Separate chapters cover three fundamental transformations in our ways of
thinking that are under way, which the authors describe as N=all, messiness,
and the decline of causality. By N=all they mean our increasing ability to
access more information on a topic until we begin to approach all the possible
data. This overturns many of our current approaches to finding truth,
particularly in the social sciences. In the past we have carefully selected samples
from an overall population, generated a likely hypothesis or two, then subjected
our samples to analysis in order to produce
statistical facts about the whole. That was the process in what the authors
call “the era of small data.” For when enormous datasets replace those small
samples, things change. For a start, the traditional small data tools—
hypotheses dreamed up by humans, surveys,
questionnaires, analysis supervised by humans—become obsolete. And
computers, rather than putting a small number of hypotheses to the test, can
search through vast quantities of data and generate essentially all possible
hypotheses. When, for example, the Google data scientists attempted to track
the spread of flu by analyzing the search terms of its users (3 billion per
day), it did not investigate only plausible search terms, such as “medicine for
cough and fever.” Their computers looked for correlations between search
queries and the historical data on the spread of the flu and came up with 450
million mathematical models or hypotheses. Testing each of those finally
discovered a combination of 45 search
terms that produced results as good as, but faster than, the Center for Disease
Control with its traditional reporting methods. Human-centred analyses cannot
compete with that kind of thoroughness and the speed of those results. Another
benefit of N=all datasets is that they provide accurate information about small
subgroups in a way that the old sampling methods cannot. By messiness the book
refers to errors in the data. As our data expands toward N=all, a certain
amount of messiness in the data becomes acceptable, since it represents such a
small proportion of the whole that it has no statistical significance.

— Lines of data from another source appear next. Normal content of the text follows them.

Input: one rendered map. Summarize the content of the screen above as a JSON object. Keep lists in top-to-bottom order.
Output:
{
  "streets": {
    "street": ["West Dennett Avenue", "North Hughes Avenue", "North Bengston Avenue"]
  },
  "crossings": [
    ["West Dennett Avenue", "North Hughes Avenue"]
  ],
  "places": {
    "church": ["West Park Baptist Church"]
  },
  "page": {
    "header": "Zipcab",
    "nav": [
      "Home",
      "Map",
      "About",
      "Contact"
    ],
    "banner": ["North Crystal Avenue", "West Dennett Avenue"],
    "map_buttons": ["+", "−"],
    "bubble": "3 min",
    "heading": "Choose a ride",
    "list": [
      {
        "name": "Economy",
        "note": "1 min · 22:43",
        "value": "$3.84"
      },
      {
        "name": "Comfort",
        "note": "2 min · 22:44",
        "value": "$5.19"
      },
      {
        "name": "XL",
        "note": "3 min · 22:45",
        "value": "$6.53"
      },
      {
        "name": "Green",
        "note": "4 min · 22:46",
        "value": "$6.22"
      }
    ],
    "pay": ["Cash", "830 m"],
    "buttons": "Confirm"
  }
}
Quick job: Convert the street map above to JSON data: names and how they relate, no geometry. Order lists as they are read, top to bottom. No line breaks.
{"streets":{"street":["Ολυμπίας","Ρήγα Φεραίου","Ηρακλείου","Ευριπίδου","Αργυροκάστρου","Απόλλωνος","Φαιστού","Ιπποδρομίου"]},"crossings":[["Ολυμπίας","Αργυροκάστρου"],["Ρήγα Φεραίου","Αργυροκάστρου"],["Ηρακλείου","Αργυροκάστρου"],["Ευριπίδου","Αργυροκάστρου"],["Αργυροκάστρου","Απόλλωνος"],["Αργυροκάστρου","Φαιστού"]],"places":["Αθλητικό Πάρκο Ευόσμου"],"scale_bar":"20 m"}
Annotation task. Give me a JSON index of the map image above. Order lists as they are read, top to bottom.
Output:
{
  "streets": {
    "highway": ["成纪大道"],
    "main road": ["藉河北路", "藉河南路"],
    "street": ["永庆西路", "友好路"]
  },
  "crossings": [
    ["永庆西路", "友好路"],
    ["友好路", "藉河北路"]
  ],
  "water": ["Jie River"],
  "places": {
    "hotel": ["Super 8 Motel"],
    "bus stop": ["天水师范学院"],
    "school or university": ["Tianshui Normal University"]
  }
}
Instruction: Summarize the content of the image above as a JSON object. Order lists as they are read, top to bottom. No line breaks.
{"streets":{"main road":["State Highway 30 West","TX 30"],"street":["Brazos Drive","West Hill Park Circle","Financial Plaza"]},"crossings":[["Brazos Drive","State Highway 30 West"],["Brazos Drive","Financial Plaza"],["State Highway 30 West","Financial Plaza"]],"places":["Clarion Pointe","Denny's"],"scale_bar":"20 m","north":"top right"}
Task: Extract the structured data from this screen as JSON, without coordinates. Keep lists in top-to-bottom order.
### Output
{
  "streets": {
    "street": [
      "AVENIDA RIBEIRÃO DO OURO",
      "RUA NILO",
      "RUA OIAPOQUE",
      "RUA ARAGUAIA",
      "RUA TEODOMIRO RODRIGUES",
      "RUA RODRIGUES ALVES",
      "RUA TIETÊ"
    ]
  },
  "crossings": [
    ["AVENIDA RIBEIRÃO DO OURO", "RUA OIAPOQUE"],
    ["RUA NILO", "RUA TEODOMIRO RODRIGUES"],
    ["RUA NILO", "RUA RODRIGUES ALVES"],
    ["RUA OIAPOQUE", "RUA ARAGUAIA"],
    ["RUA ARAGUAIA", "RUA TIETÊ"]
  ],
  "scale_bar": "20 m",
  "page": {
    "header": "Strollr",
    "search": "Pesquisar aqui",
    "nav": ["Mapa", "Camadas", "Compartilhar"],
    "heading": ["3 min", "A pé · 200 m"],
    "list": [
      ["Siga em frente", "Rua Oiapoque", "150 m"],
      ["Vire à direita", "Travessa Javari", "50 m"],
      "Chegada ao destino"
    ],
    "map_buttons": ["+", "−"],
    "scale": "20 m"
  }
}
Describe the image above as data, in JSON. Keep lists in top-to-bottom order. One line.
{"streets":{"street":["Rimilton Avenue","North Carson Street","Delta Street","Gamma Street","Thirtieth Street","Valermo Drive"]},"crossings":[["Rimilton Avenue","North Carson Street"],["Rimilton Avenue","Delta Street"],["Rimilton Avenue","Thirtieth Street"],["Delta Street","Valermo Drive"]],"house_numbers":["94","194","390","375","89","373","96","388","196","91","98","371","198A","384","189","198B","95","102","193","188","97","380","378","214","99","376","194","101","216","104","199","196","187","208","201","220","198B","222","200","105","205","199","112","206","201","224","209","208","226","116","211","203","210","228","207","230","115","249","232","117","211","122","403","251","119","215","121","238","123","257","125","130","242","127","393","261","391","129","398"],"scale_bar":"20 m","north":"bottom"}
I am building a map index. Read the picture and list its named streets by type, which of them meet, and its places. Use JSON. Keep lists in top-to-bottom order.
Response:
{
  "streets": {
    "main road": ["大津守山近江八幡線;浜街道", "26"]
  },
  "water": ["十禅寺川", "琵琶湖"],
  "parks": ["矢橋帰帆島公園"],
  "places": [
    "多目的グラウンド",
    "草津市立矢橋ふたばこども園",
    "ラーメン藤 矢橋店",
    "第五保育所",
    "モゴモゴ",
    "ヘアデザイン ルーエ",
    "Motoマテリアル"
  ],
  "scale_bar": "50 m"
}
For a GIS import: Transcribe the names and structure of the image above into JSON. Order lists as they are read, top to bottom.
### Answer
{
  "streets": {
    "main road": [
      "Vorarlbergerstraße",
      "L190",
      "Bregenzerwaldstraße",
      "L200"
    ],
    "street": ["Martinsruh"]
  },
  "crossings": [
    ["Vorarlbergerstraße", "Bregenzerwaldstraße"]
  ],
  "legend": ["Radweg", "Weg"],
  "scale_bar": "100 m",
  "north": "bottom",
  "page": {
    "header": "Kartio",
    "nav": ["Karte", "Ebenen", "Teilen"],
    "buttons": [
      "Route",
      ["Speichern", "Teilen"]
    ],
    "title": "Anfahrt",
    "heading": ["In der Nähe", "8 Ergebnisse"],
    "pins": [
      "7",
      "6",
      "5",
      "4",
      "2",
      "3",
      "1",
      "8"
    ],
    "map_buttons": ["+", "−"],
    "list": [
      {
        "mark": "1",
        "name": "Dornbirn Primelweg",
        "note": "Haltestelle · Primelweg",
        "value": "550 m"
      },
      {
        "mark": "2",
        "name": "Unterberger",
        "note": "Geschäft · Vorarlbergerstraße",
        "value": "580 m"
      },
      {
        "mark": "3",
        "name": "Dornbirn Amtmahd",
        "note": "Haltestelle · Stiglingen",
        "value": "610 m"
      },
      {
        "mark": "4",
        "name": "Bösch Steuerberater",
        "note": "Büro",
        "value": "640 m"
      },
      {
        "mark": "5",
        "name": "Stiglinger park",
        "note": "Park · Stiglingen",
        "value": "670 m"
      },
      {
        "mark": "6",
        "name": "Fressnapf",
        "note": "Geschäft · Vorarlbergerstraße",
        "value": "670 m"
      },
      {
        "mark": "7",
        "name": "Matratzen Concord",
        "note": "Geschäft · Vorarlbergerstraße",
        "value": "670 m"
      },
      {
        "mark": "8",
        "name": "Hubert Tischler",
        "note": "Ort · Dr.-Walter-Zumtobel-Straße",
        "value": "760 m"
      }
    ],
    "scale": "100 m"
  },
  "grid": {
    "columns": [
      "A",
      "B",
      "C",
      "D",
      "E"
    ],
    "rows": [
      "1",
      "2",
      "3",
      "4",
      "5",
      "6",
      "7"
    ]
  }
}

Perhaps the most radical change will be the devaluing of
causality. What computers find are correlations, not causality. They might
search through data and find, for example, that people who consumed ginseng, aspirin,
and fried earwigs experienced a remission of their cancer. The discovery of
that cancer-curing diet would be of paramount importance, and the precise,
cause-and-effect mechanism would be of
secondary interest. Psychologists have told us for some time that our need to
see things in causal terms, while apparently hard-wired in our minds, often
makes us see connections that are not there and fall prey to illusions. Perhaps,
after all, causality doesn’t matter quite as much as we thought. As we discover
truths more and more by correlation, a de-emphasis on the search for causality
might be the most profound effect of big data.
In 1995 Nicholas Negroponte’s Being Digital taught us how to think less in terms of atoms and
more in terms of bits. Big Data may
serve as a similar guidebook to yet another fundamental change in our world.